## Problem to work on
Tell me how many lines in the data below hold the string "river", and say nothing else.
(Dataset excerpts Opens)
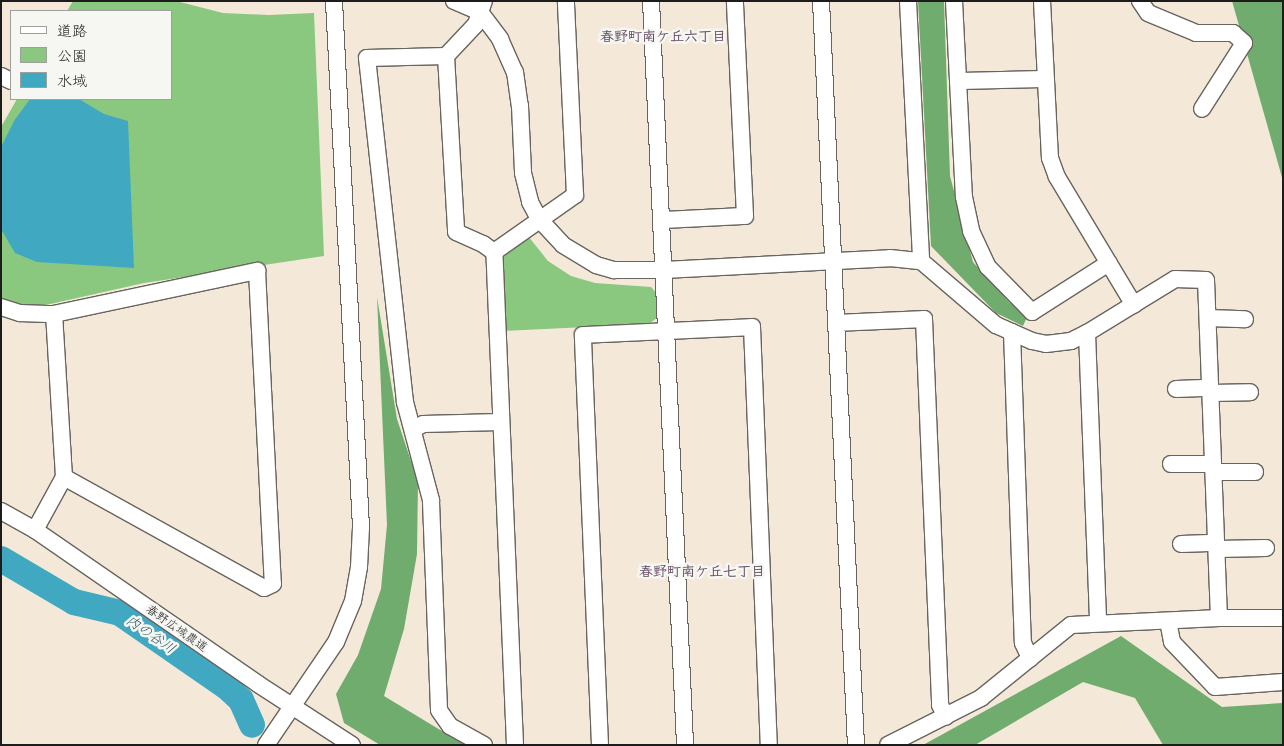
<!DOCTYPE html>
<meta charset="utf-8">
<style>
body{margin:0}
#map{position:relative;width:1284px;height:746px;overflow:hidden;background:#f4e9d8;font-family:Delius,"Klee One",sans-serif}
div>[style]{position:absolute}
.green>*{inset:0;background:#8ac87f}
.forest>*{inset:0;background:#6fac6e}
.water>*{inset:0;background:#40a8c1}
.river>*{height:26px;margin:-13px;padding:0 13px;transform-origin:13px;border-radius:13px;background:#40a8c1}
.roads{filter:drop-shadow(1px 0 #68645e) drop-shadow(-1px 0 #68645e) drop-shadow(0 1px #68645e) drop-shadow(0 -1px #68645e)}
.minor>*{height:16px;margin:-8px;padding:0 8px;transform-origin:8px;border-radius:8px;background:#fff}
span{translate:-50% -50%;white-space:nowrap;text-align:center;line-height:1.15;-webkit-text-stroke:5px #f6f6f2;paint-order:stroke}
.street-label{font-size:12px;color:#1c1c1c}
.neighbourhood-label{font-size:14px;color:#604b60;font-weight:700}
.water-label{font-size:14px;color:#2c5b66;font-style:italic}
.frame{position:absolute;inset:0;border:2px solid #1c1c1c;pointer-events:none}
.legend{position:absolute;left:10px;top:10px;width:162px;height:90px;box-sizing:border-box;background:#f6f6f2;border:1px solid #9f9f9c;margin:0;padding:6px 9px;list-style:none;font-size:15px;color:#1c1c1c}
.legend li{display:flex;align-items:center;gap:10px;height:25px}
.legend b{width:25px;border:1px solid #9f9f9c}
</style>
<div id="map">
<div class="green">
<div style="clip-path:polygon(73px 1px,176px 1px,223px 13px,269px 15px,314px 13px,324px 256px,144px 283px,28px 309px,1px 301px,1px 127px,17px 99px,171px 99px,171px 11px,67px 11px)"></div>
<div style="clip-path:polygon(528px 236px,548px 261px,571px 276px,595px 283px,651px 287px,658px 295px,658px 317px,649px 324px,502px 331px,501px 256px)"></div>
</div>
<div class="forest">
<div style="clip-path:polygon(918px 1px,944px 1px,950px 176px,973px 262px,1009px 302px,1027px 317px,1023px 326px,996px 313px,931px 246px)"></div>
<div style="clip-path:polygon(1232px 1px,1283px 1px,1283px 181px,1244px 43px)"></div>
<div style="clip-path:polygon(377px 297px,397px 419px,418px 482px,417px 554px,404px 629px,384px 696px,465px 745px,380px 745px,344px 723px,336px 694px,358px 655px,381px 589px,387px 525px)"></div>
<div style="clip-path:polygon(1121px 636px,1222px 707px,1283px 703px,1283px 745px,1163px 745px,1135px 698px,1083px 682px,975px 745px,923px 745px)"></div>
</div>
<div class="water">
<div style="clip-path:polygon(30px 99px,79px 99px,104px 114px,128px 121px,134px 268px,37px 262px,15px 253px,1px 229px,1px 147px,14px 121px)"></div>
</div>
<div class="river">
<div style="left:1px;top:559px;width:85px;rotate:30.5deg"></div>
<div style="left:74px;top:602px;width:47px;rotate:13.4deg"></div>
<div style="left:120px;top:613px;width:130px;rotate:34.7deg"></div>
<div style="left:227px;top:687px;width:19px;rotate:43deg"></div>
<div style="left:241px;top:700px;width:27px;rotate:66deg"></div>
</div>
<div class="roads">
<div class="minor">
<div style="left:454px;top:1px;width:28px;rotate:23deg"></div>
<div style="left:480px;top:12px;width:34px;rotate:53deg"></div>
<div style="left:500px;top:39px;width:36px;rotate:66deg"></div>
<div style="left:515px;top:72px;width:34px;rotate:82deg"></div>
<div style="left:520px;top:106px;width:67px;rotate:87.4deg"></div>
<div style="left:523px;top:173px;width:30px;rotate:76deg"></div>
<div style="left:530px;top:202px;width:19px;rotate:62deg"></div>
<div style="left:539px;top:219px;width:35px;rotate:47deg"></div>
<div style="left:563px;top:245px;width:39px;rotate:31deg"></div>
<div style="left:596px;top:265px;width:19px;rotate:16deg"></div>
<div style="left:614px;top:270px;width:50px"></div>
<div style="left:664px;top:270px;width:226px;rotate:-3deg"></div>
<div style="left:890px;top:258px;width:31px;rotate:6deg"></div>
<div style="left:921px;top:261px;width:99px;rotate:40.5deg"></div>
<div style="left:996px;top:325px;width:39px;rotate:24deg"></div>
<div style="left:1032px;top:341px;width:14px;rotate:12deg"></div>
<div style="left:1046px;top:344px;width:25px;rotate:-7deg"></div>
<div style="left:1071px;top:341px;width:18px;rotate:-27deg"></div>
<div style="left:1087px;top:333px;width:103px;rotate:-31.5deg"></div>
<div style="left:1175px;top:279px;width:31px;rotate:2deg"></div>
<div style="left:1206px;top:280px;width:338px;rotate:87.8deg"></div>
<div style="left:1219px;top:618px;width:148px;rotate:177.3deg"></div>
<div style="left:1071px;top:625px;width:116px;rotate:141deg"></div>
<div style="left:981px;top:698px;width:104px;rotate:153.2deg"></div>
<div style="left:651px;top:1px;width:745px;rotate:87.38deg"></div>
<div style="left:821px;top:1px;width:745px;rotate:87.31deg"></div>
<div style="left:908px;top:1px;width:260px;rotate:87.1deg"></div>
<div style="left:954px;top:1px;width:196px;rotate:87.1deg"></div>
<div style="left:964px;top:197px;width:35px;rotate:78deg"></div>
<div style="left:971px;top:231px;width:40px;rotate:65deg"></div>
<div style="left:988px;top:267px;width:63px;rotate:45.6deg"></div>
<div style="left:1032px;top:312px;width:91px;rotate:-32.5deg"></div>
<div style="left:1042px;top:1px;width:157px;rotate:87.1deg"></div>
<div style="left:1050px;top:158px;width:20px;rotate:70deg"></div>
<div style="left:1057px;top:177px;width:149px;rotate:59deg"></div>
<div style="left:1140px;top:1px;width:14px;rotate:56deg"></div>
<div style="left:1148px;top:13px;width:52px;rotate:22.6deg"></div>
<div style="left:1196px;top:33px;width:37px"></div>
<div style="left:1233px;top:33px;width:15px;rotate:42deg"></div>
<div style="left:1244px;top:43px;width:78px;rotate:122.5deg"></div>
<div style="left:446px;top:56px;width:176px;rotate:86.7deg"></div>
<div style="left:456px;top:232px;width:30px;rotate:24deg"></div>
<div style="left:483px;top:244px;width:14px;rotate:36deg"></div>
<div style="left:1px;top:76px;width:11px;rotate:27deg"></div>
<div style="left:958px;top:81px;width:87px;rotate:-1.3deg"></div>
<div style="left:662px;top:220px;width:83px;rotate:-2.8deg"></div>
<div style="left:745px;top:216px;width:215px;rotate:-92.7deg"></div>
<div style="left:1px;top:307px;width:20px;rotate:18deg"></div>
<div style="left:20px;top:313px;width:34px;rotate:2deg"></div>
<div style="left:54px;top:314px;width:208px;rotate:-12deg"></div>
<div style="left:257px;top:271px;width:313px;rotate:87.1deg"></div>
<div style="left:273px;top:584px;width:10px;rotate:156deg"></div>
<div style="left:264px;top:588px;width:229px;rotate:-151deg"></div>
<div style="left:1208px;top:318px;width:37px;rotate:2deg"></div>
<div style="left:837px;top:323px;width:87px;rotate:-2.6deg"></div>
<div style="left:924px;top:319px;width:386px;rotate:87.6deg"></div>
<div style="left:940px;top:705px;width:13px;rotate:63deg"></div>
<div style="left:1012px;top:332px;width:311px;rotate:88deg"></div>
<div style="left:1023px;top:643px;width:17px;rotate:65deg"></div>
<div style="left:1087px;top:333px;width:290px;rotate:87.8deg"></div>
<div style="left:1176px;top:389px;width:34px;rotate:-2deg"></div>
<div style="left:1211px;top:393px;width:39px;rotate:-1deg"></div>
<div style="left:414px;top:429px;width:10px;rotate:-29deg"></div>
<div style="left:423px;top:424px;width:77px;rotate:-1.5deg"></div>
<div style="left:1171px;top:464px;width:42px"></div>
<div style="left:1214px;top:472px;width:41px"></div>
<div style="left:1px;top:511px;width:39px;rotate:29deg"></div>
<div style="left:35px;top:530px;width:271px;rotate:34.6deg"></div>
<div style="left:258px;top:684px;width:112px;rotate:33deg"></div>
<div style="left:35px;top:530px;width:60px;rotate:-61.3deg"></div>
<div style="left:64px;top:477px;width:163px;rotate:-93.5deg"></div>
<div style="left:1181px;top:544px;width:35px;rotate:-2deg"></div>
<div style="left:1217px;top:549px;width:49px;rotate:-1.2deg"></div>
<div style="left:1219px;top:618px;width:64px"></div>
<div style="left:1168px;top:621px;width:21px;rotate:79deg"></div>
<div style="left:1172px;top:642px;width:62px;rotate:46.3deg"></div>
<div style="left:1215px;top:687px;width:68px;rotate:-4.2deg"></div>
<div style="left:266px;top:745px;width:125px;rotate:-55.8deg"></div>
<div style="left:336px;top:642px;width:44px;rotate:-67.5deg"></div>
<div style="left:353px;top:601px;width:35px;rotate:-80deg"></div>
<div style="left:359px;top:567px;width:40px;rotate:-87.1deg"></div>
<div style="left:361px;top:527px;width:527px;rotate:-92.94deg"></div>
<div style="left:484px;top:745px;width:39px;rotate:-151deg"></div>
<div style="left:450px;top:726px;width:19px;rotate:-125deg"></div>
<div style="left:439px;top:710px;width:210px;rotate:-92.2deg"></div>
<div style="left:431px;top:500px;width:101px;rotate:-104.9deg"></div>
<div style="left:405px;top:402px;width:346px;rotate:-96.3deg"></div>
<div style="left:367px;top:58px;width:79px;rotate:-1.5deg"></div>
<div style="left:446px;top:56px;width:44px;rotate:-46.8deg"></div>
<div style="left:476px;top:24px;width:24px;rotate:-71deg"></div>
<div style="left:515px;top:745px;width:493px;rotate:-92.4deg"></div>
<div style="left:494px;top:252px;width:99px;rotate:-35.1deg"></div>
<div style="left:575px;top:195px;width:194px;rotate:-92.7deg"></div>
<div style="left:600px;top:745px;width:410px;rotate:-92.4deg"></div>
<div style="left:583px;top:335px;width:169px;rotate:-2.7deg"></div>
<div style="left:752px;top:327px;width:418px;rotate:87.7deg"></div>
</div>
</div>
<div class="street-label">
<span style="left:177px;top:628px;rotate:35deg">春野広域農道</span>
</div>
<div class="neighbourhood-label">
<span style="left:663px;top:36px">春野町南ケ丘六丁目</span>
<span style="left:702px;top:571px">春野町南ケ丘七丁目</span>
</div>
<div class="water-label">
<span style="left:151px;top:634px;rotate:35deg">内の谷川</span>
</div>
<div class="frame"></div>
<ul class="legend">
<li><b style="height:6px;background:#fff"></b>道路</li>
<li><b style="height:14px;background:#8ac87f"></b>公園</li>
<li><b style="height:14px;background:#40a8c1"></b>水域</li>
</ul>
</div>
(Dataset excerpts Closes)
## Answer space
2